In a conversation with a producer of educational films my client bemoaned a curious truth. “It’s becoming progressively more difficult to engage young people in the pursuit of academic excellence. There is too much distraction and scholastic achievement has become un-cool.” At first I was shocked, but then I recalled a TV interview in which a member of congress referred to President Obama as, “professorial,” as though that were the gravest insult he could muster.
My own education was unexceptional. My early years were spent in public schools where I was an average student. Yet we clearly understood that individuals who devote their careers to the proliferation of knowledge are to be held in high esteem. In the lexicon of my consciousness “professorial” was a compliment. Has our society’s perception undergone a seismic shift or has our education system failed to maintain standards that justify the respect of the populous?
The answer is probably, a little of both. The pragmatism of the digital era and the standardized test has rung much of the poetry from our schools. They now appear to promote advanced coding skills above all else. Moreover, young men (attracted to competition) find their prospects more firmly grounded in professional sports than philosophical debate. Every media (especially youth-oriented games) appears to exalt violent conflict at the expense of reasoned negotiation.
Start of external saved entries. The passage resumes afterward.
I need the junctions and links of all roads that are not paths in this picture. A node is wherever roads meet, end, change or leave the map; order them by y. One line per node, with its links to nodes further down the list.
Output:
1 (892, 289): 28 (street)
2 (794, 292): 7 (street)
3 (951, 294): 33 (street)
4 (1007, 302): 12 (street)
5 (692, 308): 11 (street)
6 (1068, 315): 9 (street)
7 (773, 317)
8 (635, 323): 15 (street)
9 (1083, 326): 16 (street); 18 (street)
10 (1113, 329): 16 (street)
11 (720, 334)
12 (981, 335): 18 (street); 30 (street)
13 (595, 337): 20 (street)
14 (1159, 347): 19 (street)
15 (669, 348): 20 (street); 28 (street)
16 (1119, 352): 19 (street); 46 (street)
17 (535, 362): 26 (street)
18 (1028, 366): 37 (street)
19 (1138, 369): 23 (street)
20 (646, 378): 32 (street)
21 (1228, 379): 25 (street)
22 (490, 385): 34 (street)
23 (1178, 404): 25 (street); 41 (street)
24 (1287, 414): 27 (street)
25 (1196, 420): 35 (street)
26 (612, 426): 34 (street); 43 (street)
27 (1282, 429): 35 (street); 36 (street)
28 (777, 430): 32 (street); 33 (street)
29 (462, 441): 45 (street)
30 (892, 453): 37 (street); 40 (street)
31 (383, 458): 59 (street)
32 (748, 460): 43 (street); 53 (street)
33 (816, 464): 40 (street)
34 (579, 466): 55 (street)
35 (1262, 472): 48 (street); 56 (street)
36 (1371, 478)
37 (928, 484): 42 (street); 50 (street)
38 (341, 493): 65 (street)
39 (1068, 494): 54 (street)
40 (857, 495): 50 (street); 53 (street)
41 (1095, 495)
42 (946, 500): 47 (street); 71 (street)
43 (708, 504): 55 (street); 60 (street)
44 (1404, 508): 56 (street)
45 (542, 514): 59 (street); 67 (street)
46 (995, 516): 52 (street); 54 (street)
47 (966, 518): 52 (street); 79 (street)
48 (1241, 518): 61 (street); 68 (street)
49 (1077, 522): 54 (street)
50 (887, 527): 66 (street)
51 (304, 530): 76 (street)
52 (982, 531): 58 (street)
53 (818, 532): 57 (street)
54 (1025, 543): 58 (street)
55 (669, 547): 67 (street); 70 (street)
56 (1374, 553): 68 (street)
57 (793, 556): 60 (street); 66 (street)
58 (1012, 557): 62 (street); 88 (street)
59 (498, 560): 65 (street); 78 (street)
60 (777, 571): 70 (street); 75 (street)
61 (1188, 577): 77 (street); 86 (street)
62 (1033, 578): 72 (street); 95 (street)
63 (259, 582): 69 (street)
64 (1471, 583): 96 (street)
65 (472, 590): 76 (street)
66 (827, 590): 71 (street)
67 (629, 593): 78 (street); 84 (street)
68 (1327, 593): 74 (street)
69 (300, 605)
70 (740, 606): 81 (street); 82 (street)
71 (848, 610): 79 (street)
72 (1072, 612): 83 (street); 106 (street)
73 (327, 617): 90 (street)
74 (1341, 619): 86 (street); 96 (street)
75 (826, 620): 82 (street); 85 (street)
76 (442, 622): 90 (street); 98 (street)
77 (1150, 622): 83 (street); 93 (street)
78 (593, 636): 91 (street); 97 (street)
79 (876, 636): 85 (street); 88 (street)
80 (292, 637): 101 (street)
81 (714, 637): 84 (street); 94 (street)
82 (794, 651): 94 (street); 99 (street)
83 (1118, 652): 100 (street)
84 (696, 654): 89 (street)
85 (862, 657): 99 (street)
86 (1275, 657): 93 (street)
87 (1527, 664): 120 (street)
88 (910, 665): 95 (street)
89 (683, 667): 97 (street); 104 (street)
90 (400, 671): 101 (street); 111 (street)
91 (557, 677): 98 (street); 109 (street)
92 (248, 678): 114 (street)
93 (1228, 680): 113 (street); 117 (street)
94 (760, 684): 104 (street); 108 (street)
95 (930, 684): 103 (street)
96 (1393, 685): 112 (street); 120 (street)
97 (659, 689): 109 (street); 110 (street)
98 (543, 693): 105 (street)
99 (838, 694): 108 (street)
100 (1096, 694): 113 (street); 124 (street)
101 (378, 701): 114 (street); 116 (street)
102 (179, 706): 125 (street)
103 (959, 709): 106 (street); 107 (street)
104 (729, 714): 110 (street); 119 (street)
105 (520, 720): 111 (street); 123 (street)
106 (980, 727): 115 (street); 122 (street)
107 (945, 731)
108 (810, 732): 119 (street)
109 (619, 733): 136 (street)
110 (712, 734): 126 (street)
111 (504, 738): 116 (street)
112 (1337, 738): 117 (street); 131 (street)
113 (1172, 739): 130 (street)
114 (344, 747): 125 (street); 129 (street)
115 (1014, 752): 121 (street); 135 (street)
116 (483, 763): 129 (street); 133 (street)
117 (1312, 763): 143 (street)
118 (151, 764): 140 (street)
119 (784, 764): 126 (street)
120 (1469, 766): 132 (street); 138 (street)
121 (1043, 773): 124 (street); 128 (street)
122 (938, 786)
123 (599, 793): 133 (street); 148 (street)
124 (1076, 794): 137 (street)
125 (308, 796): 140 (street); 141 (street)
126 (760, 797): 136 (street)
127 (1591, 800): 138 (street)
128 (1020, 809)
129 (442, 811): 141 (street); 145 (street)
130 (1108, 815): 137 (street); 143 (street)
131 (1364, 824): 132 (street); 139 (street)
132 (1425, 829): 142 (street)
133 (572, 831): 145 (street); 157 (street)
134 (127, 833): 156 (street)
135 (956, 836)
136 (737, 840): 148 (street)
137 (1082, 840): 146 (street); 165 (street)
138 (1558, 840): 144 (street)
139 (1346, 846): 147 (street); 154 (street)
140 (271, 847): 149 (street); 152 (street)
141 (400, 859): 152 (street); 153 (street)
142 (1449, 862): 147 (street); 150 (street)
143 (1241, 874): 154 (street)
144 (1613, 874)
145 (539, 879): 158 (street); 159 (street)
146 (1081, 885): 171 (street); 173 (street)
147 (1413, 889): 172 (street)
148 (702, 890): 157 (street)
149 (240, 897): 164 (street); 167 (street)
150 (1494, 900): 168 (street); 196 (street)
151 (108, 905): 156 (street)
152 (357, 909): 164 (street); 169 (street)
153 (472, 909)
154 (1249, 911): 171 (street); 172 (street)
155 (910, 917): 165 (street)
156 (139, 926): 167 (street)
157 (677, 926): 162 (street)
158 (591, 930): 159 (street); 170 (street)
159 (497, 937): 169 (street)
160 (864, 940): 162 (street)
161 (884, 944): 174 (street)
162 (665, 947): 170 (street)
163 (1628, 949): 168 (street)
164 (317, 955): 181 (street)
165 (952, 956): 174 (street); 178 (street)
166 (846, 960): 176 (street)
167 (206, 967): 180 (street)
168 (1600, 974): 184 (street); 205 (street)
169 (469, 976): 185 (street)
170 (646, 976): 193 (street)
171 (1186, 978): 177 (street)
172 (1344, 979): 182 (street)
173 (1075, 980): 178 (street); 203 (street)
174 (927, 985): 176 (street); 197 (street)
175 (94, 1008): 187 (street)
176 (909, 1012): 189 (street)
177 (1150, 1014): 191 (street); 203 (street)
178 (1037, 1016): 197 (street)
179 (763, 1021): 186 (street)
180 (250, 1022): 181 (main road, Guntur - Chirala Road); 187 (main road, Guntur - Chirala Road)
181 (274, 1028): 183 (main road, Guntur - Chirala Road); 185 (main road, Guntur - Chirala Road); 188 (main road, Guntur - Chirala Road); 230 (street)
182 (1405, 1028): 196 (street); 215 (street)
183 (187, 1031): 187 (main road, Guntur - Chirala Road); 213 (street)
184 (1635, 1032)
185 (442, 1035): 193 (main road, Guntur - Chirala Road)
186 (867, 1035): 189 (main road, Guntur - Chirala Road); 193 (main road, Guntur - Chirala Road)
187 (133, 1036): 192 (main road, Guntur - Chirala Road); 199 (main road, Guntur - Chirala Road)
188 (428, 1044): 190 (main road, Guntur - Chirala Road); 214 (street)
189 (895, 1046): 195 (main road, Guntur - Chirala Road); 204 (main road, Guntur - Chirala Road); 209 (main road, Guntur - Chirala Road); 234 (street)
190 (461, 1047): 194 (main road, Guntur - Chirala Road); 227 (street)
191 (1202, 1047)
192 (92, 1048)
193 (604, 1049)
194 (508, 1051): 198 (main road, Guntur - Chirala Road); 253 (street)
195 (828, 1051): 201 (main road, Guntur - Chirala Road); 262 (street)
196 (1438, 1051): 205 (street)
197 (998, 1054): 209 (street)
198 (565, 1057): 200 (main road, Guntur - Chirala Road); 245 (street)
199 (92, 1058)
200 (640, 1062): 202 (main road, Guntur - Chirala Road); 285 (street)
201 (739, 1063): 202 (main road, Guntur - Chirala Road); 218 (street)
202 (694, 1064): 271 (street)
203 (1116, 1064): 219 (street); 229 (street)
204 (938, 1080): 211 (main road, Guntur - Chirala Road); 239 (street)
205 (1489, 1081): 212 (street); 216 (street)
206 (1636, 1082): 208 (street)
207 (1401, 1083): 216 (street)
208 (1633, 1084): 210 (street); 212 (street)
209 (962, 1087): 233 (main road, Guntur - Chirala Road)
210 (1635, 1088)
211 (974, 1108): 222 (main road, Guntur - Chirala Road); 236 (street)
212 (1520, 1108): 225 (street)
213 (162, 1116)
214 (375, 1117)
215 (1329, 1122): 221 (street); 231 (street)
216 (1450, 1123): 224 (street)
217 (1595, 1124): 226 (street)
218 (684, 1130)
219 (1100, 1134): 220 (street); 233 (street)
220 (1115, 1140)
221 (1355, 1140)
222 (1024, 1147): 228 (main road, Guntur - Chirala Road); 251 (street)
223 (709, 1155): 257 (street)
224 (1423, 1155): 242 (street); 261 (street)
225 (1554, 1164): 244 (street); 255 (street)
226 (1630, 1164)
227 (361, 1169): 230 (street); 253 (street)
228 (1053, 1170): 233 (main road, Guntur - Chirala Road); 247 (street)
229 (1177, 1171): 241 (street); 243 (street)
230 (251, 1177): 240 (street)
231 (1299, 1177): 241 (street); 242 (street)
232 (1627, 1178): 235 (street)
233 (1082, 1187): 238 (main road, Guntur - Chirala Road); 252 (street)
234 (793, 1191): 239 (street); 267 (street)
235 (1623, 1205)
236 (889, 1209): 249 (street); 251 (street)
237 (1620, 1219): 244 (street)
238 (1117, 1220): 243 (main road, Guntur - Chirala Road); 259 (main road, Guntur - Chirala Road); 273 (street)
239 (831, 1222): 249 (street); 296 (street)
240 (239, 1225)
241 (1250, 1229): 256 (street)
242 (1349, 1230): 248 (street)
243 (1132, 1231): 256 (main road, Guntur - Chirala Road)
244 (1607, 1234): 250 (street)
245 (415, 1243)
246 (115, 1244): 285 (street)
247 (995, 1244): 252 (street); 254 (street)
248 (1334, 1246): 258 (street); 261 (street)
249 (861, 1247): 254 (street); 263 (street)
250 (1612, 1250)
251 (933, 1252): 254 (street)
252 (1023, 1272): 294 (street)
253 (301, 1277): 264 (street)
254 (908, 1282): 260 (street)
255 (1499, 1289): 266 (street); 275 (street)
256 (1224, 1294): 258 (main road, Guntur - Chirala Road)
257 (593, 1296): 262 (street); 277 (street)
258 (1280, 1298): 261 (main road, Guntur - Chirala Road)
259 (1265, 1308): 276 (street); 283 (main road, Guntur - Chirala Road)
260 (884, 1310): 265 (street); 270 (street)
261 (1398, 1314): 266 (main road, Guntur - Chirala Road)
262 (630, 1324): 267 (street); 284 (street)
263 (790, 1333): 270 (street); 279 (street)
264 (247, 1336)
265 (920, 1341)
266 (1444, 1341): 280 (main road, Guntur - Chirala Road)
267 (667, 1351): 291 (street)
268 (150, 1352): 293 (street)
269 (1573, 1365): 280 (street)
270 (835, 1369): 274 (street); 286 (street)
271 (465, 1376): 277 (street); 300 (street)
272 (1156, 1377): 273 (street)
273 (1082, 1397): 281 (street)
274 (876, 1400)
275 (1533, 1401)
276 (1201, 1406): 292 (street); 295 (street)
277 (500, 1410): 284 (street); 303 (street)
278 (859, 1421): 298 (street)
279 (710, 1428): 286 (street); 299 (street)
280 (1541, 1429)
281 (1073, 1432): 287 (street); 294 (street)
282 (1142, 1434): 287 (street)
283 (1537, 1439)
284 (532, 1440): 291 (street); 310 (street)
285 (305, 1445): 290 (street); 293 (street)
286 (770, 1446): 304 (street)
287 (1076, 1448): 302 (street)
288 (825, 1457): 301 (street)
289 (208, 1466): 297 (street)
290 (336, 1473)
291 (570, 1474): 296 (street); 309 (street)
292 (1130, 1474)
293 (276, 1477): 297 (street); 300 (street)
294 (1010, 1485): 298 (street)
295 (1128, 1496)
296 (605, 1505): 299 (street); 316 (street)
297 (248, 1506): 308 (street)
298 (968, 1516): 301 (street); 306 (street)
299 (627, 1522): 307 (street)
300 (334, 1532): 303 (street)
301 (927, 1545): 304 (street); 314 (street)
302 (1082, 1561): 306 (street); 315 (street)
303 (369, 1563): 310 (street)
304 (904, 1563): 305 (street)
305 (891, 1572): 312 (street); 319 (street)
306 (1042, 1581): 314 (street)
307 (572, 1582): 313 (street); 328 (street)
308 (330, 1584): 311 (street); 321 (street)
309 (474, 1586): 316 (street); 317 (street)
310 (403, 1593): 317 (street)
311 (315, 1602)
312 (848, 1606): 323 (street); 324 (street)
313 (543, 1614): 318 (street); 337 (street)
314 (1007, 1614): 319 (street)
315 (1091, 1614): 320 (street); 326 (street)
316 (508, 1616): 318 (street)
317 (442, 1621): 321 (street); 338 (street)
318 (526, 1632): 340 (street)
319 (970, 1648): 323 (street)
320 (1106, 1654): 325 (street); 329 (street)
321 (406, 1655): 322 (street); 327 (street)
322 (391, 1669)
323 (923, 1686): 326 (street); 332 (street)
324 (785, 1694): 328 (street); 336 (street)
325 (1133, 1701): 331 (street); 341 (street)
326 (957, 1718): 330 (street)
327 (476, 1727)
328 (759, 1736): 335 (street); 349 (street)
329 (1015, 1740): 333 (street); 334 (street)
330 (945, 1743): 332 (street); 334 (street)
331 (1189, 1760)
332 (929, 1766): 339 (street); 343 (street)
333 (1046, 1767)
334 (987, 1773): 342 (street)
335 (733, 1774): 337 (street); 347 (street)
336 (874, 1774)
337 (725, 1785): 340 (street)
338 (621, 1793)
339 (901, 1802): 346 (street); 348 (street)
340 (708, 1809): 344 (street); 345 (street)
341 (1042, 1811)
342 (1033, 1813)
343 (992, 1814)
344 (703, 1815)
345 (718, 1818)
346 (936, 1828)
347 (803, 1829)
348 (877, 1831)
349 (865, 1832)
Even our politics, presumably the bellwether of social norms, seems adversarial at best.
When we are prepared to reject the failed solutions of the past and to see life as it should be and not as it is we will discover the true heroes among us, those who have extracted elegant solutions from their intellect and dedication, not the suffering of others.
Your views on this issue would be greatly appreciated.
August 26, 2021
Richard Nodine, art director, San Francisco CA 94102, website: pacprint.com.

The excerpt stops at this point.